* _THE INPUT_:
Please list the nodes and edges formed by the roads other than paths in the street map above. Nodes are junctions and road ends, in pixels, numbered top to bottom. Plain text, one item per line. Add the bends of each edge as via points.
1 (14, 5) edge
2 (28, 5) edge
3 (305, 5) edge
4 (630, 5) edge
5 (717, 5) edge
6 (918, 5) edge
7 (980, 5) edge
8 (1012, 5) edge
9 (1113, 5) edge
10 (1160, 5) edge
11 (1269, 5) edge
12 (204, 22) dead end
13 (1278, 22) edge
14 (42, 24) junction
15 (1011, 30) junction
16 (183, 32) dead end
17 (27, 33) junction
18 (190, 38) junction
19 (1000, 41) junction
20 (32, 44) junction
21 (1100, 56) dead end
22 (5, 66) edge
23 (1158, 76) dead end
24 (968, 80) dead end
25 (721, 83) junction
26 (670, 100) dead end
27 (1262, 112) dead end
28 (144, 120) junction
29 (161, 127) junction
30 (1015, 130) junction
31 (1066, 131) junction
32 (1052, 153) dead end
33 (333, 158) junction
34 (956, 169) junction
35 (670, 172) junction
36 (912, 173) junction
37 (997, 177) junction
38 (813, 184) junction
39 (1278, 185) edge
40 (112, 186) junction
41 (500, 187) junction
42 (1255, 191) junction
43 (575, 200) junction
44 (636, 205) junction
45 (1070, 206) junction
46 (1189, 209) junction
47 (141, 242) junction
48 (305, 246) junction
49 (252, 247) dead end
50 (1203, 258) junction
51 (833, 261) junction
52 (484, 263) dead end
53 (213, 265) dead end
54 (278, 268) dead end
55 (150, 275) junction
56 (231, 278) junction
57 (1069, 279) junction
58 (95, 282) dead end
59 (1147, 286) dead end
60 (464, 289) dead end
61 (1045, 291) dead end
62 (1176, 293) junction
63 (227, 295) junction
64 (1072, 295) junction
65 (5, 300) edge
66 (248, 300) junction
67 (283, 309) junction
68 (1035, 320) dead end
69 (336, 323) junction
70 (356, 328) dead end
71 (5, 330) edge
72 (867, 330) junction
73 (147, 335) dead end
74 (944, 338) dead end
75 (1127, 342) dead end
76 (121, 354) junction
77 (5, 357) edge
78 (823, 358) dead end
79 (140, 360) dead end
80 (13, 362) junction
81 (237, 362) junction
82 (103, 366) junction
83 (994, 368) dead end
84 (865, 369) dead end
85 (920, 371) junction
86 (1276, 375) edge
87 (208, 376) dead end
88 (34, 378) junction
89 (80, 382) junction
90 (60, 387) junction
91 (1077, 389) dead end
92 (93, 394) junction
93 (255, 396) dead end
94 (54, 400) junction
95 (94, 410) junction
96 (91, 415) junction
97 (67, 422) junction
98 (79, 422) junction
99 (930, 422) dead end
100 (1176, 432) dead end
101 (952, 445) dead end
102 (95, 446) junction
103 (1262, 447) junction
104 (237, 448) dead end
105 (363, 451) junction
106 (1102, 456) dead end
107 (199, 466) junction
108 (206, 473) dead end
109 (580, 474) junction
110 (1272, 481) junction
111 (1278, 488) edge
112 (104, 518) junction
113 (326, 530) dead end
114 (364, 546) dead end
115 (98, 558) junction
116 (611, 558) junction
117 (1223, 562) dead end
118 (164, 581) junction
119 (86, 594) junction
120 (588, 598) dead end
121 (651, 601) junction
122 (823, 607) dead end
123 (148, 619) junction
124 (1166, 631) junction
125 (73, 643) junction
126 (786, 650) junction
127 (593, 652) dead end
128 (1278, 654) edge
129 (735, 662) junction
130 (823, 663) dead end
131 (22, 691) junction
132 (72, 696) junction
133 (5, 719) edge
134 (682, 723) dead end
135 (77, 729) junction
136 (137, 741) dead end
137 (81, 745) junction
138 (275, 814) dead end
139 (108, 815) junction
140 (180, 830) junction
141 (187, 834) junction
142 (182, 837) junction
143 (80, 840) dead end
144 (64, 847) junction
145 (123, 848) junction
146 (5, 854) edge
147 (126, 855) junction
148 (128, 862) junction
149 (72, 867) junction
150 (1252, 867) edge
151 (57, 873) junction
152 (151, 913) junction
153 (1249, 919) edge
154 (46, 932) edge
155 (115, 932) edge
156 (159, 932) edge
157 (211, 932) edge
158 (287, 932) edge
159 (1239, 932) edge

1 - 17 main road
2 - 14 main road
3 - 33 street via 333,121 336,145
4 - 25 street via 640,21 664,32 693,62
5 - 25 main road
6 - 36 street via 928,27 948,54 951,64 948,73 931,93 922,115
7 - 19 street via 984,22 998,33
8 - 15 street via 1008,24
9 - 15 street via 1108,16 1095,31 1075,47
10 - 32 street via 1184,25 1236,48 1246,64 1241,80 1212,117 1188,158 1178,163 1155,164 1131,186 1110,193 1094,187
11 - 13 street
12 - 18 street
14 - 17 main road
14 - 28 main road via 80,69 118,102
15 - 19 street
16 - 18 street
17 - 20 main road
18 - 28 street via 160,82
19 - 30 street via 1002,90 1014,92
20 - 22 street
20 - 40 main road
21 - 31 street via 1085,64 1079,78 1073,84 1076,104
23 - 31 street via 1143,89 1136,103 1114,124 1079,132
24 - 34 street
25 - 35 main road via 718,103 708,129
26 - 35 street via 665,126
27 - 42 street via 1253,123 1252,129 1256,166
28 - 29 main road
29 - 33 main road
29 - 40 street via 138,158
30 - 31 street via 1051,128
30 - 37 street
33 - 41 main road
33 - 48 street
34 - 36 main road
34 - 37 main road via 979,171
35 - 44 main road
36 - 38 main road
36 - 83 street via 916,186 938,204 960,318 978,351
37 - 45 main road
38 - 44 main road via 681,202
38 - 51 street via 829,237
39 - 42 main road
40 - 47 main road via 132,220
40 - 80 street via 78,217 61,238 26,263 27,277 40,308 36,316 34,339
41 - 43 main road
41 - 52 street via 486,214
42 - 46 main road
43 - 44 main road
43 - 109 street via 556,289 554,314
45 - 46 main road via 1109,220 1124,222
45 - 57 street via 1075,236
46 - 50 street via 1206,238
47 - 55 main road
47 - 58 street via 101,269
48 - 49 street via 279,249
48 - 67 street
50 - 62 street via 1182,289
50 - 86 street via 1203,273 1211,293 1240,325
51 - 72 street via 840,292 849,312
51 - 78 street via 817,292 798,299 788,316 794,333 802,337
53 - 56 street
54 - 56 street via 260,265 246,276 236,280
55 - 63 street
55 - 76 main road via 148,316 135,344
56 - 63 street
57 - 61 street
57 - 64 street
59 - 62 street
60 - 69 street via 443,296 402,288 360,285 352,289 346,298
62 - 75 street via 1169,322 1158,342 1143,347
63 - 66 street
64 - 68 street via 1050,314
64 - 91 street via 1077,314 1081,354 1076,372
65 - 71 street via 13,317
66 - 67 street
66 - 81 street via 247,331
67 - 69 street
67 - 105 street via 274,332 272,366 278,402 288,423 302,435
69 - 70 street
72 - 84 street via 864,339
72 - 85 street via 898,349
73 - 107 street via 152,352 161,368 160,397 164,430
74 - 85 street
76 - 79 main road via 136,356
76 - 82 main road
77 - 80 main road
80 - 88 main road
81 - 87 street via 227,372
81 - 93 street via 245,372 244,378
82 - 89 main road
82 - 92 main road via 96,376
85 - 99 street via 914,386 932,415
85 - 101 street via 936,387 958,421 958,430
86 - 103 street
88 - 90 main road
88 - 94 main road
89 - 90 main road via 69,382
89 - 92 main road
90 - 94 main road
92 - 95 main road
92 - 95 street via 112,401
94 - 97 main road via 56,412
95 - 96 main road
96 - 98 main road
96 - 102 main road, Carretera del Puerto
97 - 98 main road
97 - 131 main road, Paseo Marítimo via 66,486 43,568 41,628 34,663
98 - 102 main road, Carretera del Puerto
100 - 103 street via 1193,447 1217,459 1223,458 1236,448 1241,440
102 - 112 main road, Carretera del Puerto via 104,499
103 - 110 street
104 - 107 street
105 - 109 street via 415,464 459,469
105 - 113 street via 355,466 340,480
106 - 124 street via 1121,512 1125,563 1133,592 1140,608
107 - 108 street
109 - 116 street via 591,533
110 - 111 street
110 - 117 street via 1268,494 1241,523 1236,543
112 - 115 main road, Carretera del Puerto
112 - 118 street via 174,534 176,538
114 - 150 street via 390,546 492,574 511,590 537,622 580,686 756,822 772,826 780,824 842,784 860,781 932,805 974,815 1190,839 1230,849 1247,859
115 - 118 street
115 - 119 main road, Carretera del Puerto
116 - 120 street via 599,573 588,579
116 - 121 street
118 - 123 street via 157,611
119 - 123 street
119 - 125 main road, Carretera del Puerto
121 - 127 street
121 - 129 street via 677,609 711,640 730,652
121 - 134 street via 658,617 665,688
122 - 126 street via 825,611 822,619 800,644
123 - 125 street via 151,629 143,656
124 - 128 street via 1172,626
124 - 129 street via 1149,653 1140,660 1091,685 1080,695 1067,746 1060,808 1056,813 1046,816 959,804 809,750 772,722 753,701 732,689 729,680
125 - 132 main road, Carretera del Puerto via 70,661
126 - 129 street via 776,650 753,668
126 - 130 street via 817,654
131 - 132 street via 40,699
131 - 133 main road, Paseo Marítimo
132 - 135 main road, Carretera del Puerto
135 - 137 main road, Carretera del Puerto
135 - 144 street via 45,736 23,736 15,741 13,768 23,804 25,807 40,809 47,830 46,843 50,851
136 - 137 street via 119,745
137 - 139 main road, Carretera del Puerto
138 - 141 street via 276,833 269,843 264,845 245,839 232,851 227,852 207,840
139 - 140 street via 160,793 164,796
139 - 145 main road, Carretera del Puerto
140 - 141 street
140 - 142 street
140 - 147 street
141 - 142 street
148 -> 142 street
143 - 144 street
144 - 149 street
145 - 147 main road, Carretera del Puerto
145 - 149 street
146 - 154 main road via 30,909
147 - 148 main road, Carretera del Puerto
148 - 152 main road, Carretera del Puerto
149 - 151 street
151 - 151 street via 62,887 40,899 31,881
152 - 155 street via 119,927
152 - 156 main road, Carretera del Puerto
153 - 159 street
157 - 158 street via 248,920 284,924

* _WORK TO BE COMPLETED_: Sift the material for lines that include the word "Marítimo", and copy each one.

* _ANSWER BOX_:
97 - 131 main road, Paseo Marítimo via 66,486 43,568 41,628 34,663
131 - 133 main road, Paseo Marítimo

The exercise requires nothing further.